En ce sens, les titres des chapitres qui divisent le récit peuvent constituer de précieuses indications (bien que frappées du sceau de l'ambiguïté). Car, à l’instar du titre du film, ceux-ci proviennent des noms de cartes de tarot dont chacune, ayant une/des signification(s) divinatoire(s) particulière(s), sert de jalons sur le parcours de notre « Chevalier de coupes » qui, tel Perceval, et avec une certaine nonchalance, poursuit sa propre quête du Graal. Ainsi, tenter (à grand péril) d’accorder cartes et images pourrait permettre de reconstituer en le décodant le cheminement vagabond du personnage. Une façon de lui insuffler un surplus de sens, et de quoi déboucher sur quelque chose de ce genre : « la Lune », premier jalon, indiquerait un certain malaise du personnage, prescience que quelque chose dans sa vie n’est pas ce qu’il semble ; « le Pendu », assez ambivalent, annoncerait l’imminence d’un changement, ou bien le sacrifice (mais l’un implique parfois l’autre) ; « l’Ermite », lui, appellerait à l’introspection, la plongée en soi ; « Le Jugement », réfléchie et raisonné, marquerait une transition en profondeur ; « la Tour », corollaire du futur changement, évoquerait la perturbation, la dualité, la lutte intérieure ; « la Papesse » : le savoir, la connaissance, mais aussi une chose dissimulée et amenée à être révélée ; « la Mort » : la rupture avec le passé, douloureuse mais nécessaire, comme tout le travail d’acceptation qui va avec ; et enfin « la Liberté », carte ambigüe au possible, pourrait tout autant signifier la fuite en avant qu’une forme de renaissance et d’ouverture vers l’avenir. « A new begining », comme le dit Rick en voix off alors que, au rythme des timbales d’un très bel et très approprié Exodus de Wojcieck Kilar, il renoue avec le geste américain par excellence, reprenant la route vers un horizon inconnu (ou pas).

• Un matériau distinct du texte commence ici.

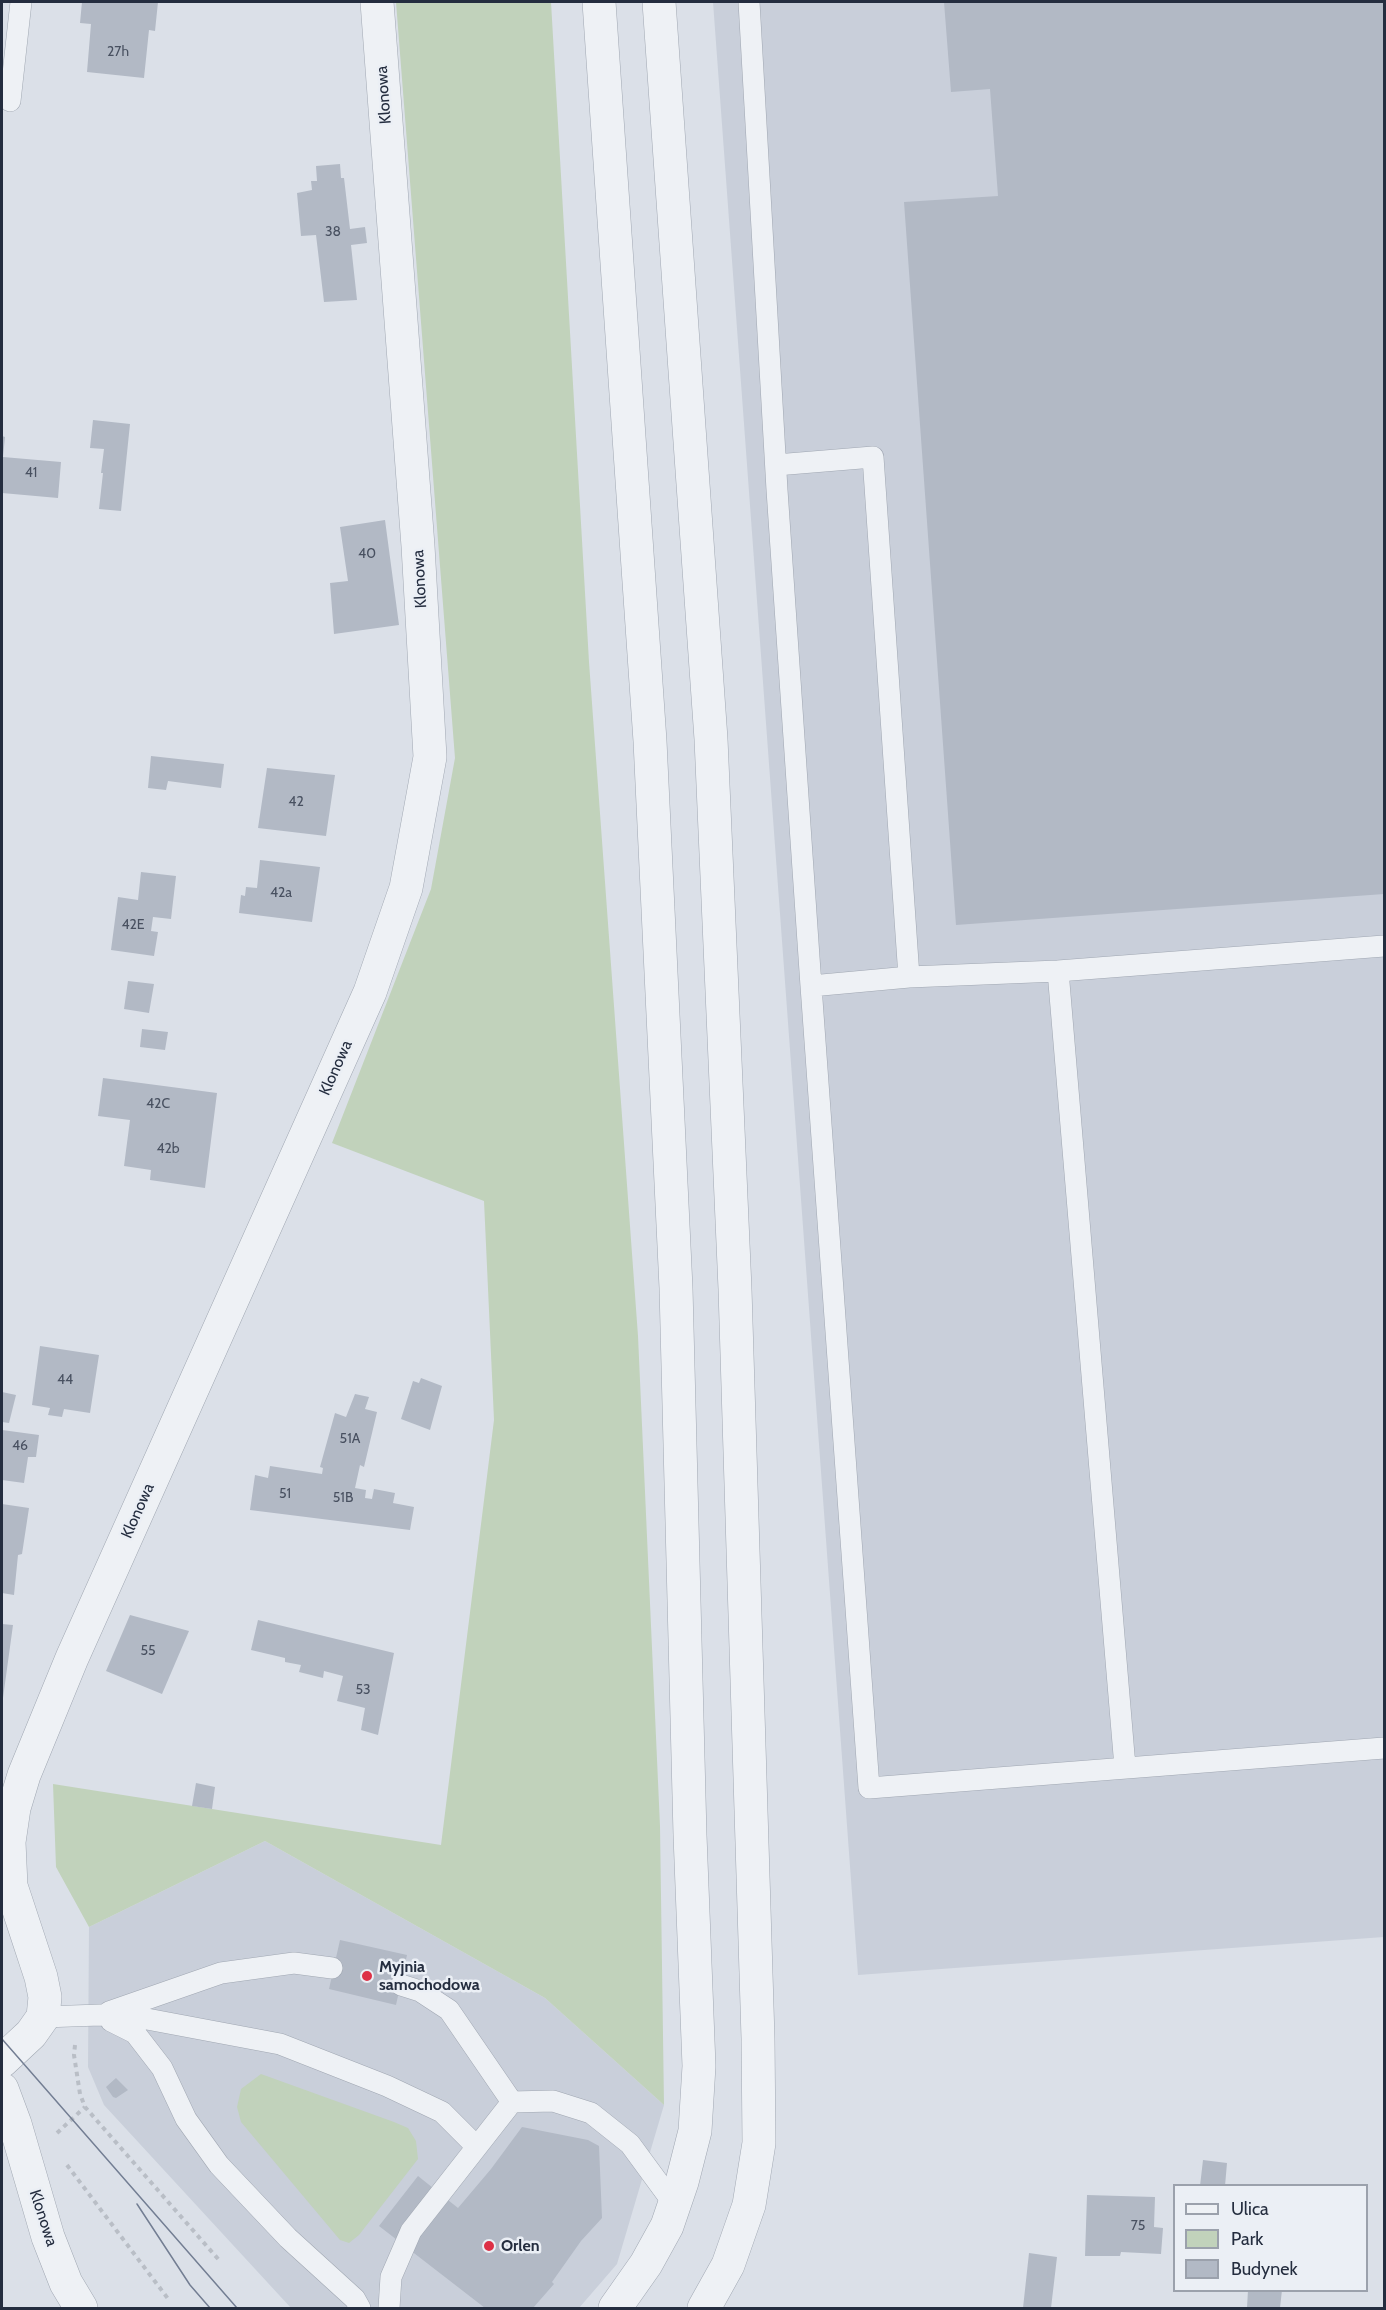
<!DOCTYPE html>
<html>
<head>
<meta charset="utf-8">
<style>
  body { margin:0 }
  #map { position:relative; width:1386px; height:2310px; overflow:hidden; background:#dbe0e8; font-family:Cabin,sans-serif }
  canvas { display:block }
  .frame { position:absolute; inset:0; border:3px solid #242d3f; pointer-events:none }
  .legend { position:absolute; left:1173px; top:2184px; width:195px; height:108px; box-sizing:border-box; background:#ebeff5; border:2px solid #9ba1ac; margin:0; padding:8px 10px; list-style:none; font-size:18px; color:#242d3f }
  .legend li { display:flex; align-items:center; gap:12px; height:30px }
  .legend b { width:30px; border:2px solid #9ba1ac }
</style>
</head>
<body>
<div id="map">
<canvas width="1386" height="2310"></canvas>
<div class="frame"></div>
<ul class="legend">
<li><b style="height:8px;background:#eef1f5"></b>Ulica</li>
<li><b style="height:16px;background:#c1d2bb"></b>Park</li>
<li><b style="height:16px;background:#b2b9c5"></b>Budynek</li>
</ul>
</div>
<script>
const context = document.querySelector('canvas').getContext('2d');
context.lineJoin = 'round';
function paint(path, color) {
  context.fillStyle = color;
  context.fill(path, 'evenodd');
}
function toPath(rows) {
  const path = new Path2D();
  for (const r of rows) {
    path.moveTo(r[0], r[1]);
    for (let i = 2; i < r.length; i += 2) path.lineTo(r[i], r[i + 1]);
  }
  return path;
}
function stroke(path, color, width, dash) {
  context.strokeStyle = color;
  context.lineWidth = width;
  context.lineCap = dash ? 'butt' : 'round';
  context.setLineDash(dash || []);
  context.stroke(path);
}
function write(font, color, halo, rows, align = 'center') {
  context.font = font + ' Cabin,sans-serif';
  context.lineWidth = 5;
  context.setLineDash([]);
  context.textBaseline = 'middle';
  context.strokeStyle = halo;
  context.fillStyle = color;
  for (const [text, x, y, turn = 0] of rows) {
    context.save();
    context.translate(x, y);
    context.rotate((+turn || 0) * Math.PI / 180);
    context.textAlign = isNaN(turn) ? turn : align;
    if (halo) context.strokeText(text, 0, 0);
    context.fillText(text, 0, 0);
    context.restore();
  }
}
paint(toPath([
  [713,2,1384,2,1384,1937,858,1975],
  [265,1841,545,1998,664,2105,617,2264,579,2308,291,2308,104,2105,88,2067,89,1927]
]), '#c9cfda');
paint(toPath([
  [396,2,551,2,589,662,638,1336,660,1826,664,2105,545,1998,265,1841,89,1927,56,1867,53,1784,441,1845,494,1420,484,1201,332,1143,431,889,455,758],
  [261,2074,394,2122,408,2128,416,2141,418,2159,359,2235,349,2243,340,2240,241,2122,237,2107,241,2089]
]), '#c1d2bb');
paint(toPath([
  [82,2,158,2,155,31,149,30,144,78,87,72,91,24,80,23],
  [944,2,1384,2,1384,894,956,925,904,202,998,196,990,89,951,92],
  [340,164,341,178,344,178,350,229,365,227,367,243,351,245,357,300,324,302,316,235,301,236,297,193,312,190,311,181,317,181,316,166],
  [93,420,130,424,121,511,99,509,103,473,101,473,104,449,90,448],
  [2,436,5,437,3,457,61,462,58,498,2,493],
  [385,520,399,625,334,634,330,583,348,581,340,527],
  [151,756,224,764,221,788,168,781,166,790,148,788],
  [267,768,335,775,326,836,258,828],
  [260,860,320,867,312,922,239,913,241,895,245,896,246,887,257,888],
  [141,872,176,876,171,919,153,917,151,931,158,932,154,956,111,950,118,897,138,900],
  [128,981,154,984,149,1013,124,1009],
  [142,1029,168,1032,165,1050,140,1047],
  [103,1078,217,1093,205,1188,150,1180,151,1170,124,1166,130,1120,98,1116],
  [40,1346,99,1355,90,1413,64,1409,62,1417,48,1415,50,1408,32,1405],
  [421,1378,442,1386,430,1430,401,1419,413,1381,419,1383],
  [2,1392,16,1395,9,1423,2,1422],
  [355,1394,369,1397,365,1409,377,1412,364,1467,360,1465,355,1488,366,1490,365,1498,372,1499,374,1489,395,1493,393,1503,414,1507,410,1530,250,1510,255,1475,268,1478,270,1466,322,1474,323,1468,320,1467,335,1413,346,1417],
  [2,1430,39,1435,36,1457,28,1457,24,1483,2,1480],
  [2,1504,29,1508,22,1554,18,1555,14,1595,2,1593],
  [130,1615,189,1631,162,1694,106,1671],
  [258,1620,394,1653,378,1735,361,1730,365,1708,337,1701,343,1676,324,1671,323,1678,299,1672,301,1665,285,1662,285,1658,251,1650],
  [2,1624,13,1625,3,1698,2,1698],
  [196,1783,215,1787,212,1809,192,1806],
  [340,1940,407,1955,396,2005,329,1989],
  [116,2078,128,2090,116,2098,113,2097,106,2087],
  [522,2127,588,2140,599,2146,602,2218,581,2241,552,2282,554,2284,533,2308,485,2308,379,2226,418,2176,458,2208,491,2169],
  [1203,2160,1227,2163,1225,2186,1200,2186],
  [1087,2195,1155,2197,1154,2227,1163,2228,1161,2254,1121,2252,1120,2256,1085,2256],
  [1029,2253,1057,2257,1051,2308,1023,2308],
  [1248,2290,1282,2290,1280,2308,1247,2308]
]), '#b2b9c5');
const lane = toPath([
  [749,2,777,490,811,986],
  [10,101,21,2],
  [776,465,873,457,909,977],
  [1384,946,1058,971,909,977,811,986,869,1788,1384,1748],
  [1058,971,1125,1767],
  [401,1985,420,1991,449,2010,512,2102],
  [109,2012,221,1973,294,1963,332,1968],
  [43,2017,100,2015,147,2019,280,2044,387,2086,442,2112,476,2146],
  [111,2021,135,2033,162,2068,186,2119,219,2165,288,2238,355,2299,360,2308],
  [512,2102,553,2101,591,2113,630,2144,674,2204],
  [389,2308,391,2277,411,2231,512,2102]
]);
const street = toPath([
  [599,2,650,741,676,1288,690,1835,699,2066,695,2131,682,2182,667,2226,646,2264,615,2308],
  [659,2,711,739,735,1289,758,2038,759,2143,749,2205,728,2265,704,2308],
  [2,2061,31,2034,43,2017,45,1997,41,1977,11,1886,9,1842,14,1808,24,1775,72,1658,370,992,406,888,430,757,418,546,377,2],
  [2,2089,15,2124,48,2237,66,2283,81,2308]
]);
stroke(lane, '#a0a7b2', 22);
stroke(street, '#a0a7b2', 34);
stroke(toPath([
  [75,2045,74,2055,80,2094,85,2107,219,2260],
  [57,2133,85,2107],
  [67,2165,169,2300]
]), '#b9bec6', 4, [4.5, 4.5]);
stroke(lane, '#eef1f5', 21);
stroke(street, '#eef1f5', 33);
stroke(toPath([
  [2,2039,237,2308],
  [137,2204,190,2285,210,2308]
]), '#737e93', 1.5);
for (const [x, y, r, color] of [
  [367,1976,6,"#dd3046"],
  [489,2246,6,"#dd3046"]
]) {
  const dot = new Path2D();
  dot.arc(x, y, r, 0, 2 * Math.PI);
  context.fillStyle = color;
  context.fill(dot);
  stroke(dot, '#ebeff5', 2);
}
write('14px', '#485060', null, [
  ["27h",118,52],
  ["38",333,232],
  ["41",31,473],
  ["40",367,554],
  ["42",296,802],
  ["42a",281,893],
  ["42E",133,925],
  ["42C",158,1104],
  ["42b",168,1149],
  ["44",65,1380],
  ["51A",350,1439],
  ["46",20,1446],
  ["51",285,1494],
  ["51B",343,1498],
  ["55",148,1651],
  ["53",363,1690],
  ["75",1138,2226]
]);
write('16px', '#242d3f', '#ebeff5', [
  ["Klonowa",384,95,-94],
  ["Klonowa",420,579,-93],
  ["Klonowa",336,1068,-66],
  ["Klonowa",138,1511,-66],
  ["Klonowa",43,2218,72]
]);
write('bold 16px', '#242d3f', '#ebeff5', [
  ["Myjnia",379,1967],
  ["samochodowa",379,1985],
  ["Orlen",501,2246]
], 'left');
</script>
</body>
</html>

Ceci étant, un constat s’impose de lui-même : celui de la difficulté à suivre la piste initiatique que déroule ce faisceau d’indices. En témoigne encore, cette mystérieuse dame des lacs privés de L.A., « lapinette blanche » dont on ne sait trop si elle est là pour guider ou bien égarer un Christian Bale déjà suffisamment allumé comme ça. Et Terrence Malick, qui dans une autre vie fut brièvement journaliste, de brouiller un peu plus sa ligne ésotérique et débordante de symbolisme en la mêlant à une autre, presque ouvertement documentaire. Le naturalisme de la mise en scène, les déambulations dans les rues de la cité des anges (déchus), le regard attentif à ses déshérités, les micro-portraits des personnages rencontrés : une sorcière revendiquée ; un frère en butte au deuil ; un père retiré d’une société qu’il juge, tel un prophète de l’apocalypse, viciée ; une authentique « Mère Teresa » ; une image de la Grâce version yogi ; une « Calypso-girl » pas moins clairvoyante qu’un prêtre ; un trop rare Michael Wincott dont on prend plaisir à de nouveau entendre résonner la voix, etc. : autant d’éléments qui, par touches impressionnistes, comme les morceaux de voix off en formant une seule mais sans jamais les homogénéiser de La ligne rouge, dressent un « over-portrait », un échantillonnage, une mosaïque de la société hollywoodienne et ses dérives, comme s’il s’agissait là d’une étude sociologique ou de l’enquête d’un ethnologue.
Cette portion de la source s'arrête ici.